The GBL § 349 claim was correctly dismissed because the only injury alleged to have resulted from defendant's allegedly deceptive business practices is the amount that plaintiffs paid for the book, which does not constitute an injury cognizable under the statute (see Small v. Lorillard Tobacco Co., 94 N.Y.2d 43, 56, 698 N.Y.S.2d 615, 720 N.E.2d 892 [1999] ; Donahue v. Ferolito, Vultaggio & Sons, 13 A.D.3d 77, 78, 786 N.Y.S.2d 153 [1st Dept. 2004], lv denied 4 N.Y.3d 706, 795 N.Y.S.2d 167, 828 N.E.2d 83 [2005] ; Rice v. Penguin Putnam, 289 A.D.2d 318, 734 N.Y.S.2d 98 [2d Dept. 2001], lv dismissed in part, denied in part 98 N.Y.2d 635, 744 N.Y.S.2d 757, 771 N.E.2d 829 [2002] ). In addition, the complaint fails to allege that the individual plaintiff and plaintiff Housing Court Answers, Inc. ever saw the allegedly deceptive representations that purportedly harmed them (see Gale v. International Bus. Machines Corp., 9 A.D.3d 446, 447, 781 N.Y.S.2d 45 [2d Dept. 2004] ).

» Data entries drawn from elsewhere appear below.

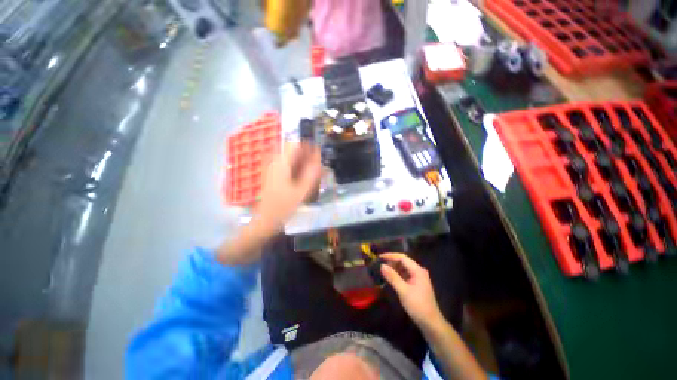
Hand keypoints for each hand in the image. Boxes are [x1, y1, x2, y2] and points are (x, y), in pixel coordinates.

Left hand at [253, 142, 321, 231]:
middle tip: (317, 165)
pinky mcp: (273, 175)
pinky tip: (303, 177)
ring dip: (302, 162)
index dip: (308, 147)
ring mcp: (272, 168)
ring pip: (290, 158)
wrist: (266, 219)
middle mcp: (275, 162)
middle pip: (292, 151)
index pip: (295, 145)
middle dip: (306, 155)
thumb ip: (311, 173)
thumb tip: (318, 159)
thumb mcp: (302, 190)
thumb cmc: (284, 205)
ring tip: (312, 171)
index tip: (318, 154)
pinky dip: (296, 168)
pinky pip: (287, 166)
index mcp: (281, 163)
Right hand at [380, 253, 443, 328]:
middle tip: (379, 263)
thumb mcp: (403, 291)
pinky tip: (390, 277)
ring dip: (393, 268)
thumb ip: (392, 277)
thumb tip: (382, 265)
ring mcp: (418, 278)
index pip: (402, 258)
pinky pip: (405, 275)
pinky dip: (397, 274)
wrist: (431, 323)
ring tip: (382, 269)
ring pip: (403, 268)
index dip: (390, 256)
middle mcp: (418, 271)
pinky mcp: (416, 284)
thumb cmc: (418, 306)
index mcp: (418, 270)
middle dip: (391, 261)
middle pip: (403, 262)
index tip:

We do not reach plaintiffs' argument, raised for the first time in their appellate reply brief, that defendant's representations as to the contents of the book constitute a fraud (see Mehmet v. Add2Net, Inc., 66 A.D.3d 437, 438, 886 N.Y.S.2d 397 [1st Dept. 2009] ).
We have considered plaintiffs' remaining contentions and find them unavailing.